THE INPUT -
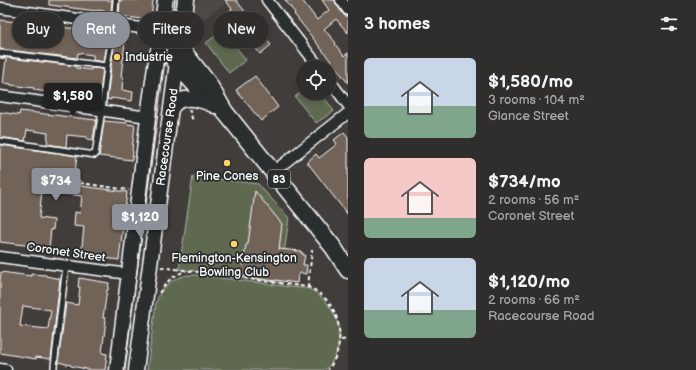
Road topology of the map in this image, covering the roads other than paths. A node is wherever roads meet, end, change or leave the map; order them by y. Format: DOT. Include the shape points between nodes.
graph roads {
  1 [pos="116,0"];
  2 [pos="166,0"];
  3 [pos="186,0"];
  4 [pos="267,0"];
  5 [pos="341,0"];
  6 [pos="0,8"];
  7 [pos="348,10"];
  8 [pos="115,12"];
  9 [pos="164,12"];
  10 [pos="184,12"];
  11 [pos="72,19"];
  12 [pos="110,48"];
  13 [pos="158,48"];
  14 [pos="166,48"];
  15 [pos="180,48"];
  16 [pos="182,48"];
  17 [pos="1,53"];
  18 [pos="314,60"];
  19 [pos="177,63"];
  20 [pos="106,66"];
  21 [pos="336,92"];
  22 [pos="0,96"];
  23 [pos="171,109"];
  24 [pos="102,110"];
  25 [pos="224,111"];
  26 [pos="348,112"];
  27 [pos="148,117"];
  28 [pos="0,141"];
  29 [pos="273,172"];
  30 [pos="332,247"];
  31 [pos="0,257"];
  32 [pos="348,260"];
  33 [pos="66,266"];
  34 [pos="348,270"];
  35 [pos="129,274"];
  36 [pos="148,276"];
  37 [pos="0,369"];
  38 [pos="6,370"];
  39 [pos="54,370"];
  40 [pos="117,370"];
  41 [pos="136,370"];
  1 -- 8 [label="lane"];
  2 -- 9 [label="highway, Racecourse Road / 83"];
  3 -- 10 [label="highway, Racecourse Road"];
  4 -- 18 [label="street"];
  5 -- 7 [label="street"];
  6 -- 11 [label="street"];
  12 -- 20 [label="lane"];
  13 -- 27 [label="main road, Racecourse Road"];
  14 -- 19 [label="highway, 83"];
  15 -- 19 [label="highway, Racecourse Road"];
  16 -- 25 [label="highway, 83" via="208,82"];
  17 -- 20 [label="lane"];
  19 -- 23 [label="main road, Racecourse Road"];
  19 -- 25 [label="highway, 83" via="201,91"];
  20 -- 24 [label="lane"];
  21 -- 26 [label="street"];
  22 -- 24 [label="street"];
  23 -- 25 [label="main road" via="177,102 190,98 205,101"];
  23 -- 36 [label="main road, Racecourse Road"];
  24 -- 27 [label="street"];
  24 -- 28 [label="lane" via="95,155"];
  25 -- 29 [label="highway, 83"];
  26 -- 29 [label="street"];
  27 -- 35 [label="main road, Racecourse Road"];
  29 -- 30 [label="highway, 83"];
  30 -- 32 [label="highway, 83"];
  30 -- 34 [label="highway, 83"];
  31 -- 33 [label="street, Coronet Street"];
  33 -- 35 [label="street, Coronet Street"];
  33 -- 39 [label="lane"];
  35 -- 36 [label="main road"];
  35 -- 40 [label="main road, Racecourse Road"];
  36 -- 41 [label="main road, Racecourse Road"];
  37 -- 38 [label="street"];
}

YOUR GOAL - Looking at the records above, report how many lines contain the word "Racecourse". Answer with the number only.

OUTPUT OF THE TASK - 9